I had questions that it would take some time to answer. Some anxieties would only ease with perspective born of experience. So I settled in and began to set up systems and routines that would allow me to develop a relationship with the soil and the trees and the creek. Naming the land helped, made it somehow more concrete for me. The name, Stone Prairie Farm, came to me while I was walking the rented cornfield, where swathes of stones were scattered across the ridge. I bent over and picked up one of the stones to find a fossilized imprint of some long-gone ocean creature. I marveled over it for a moment, then looked up to see another miraculous sight—a single remaining native prairie grass plant standing stalwart against the tug of the eroding topsoils, in the heavy gravelly clay soils.

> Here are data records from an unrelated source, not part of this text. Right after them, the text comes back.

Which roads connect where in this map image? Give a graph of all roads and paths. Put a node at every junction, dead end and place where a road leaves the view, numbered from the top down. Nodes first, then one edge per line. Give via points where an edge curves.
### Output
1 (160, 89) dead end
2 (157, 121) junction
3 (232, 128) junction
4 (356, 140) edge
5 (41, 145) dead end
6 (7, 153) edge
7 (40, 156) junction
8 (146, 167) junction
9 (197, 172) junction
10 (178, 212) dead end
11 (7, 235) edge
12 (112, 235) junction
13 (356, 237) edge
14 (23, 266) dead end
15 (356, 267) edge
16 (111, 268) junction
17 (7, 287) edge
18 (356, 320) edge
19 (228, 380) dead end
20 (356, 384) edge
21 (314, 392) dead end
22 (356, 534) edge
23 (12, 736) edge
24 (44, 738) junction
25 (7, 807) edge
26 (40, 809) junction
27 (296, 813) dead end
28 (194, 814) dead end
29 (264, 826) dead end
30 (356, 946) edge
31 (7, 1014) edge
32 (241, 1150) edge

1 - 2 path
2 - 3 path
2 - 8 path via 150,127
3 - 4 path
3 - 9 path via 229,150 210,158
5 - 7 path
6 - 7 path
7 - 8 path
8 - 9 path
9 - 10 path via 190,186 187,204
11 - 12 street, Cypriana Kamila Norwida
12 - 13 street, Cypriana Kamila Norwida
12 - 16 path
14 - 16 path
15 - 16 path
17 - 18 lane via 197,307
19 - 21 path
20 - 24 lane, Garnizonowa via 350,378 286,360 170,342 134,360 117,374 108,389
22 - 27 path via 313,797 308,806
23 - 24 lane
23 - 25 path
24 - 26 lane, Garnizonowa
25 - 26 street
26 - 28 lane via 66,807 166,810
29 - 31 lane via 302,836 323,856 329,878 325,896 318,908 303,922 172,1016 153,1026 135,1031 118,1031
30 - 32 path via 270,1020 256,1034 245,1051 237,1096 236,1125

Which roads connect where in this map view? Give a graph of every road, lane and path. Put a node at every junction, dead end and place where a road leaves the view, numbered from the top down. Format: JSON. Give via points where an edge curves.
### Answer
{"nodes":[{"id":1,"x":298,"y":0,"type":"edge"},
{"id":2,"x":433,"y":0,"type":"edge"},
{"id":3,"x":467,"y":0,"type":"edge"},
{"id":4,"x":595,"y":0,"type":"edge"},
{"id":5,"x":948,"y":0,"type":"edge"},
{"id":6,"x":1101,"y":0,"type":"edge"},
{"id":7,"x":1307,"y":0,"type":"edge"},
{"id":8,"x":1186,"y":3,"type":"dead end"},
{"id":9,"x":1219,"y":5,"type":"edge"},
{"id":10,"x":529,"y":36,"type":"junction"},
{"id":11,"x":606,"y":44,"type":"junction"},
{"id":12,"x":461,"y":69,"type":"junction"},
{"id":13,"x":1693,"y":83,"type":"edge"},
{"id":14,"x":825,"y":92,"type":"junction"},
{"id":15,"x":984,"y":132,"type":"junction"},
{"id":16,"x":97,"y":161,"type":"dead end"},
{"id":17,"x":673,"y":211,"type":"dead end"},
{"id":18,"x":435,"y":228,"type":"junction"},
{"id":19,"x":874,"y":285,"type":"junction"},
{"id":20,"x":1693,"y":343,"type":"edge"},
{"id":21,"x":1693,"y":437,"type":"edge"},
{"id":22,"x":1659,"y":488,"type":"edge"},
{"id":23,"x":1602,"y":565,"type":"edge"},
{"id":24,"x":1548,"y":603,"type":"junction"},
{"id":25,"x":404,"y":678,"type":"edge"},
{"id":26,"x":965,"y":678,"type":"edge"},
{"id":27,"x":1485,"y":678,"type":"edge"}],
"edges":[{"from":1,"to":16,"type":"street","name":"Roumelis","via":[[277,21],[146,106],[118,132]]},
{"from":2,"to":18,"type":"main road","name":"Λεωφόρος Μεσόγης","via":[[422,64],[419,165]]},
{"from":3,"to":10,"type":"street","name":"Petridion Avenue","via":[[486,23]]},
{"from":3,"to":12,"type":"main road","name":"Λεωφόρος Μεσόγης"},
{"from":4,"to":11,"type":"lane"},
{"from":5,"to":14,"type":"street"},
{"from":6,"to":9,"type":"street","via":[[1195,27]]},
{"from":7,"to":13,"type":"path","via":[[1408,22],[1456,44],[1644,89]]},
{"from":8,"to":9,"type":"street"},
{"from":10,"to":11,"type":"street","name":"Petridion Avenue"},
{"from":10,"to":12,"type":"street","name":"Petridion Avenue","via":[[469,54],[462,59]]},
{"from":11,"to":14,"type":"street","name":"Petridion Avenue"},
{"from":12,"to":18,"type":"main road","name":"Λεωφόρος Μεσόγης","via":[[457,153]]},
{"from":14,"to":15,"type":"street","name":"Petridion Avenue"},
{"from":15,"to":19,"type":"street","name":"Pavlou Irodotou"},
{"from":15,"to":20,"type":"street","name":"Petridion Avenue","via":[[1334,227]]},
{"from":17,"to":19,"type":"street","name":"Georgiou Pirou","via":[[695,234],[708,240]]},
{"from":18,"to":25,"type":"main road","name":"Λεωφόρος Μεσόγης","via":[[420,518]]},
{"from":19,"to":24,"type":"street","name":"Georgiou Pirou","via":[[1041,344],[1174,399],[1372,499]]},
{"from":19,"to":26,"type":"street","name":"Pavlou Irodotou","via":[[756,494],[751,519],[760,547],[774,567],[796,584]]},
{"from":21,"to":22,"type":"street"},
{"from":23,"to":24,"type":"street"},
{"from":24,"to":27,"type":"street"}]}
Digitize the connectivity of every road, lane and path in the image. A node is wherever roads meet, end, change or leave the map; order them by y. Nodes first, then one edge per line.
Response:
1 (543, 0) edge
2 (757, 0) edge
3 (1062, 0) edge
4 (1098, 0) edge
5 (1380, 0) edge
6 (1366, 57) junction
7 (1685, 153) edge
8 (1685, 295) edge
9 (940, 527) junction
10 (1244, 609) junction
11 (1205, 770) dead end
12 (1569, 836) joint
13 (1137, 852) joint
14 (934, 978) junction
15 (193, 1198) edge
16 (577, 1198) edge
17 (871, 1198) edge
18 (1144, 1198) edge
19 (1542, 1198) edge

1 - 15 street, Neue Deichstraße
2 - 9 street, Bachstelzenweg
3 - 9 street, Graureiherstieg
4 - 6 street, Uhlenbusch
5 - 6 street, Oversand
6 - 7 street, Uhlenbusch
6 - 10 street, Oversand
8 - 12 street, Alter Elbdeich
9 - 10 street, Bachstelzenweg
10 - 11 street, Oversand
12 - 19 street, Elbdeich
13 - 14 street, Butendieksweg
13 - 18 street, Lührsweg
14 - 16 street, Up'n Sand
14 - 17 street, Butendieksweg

As I settled in I could ground myself, and begin to call the land home, confident that the optimistic student that I was then would eventually integrate into the local community, and the intrepid scientist I was becoming would surely have the opportunity in the future to engage the neighbors in an ecological dialogue, and perhaps help design cooperative systems that would benefit each others' lands.

But I knew that kind of integration could take years to estab lish. I told myself to slow down. First I had to accept that the neighbors would do what they needed to do regardless of how I felt about it. I was the outsider, and I was young enough to allow things to play out. So what better thing to do than climb back up to that platform and continue my meditative daydreaming? The visioning process relaxed me and flowed into my peaceful nightly slumbers in the hayloft bed.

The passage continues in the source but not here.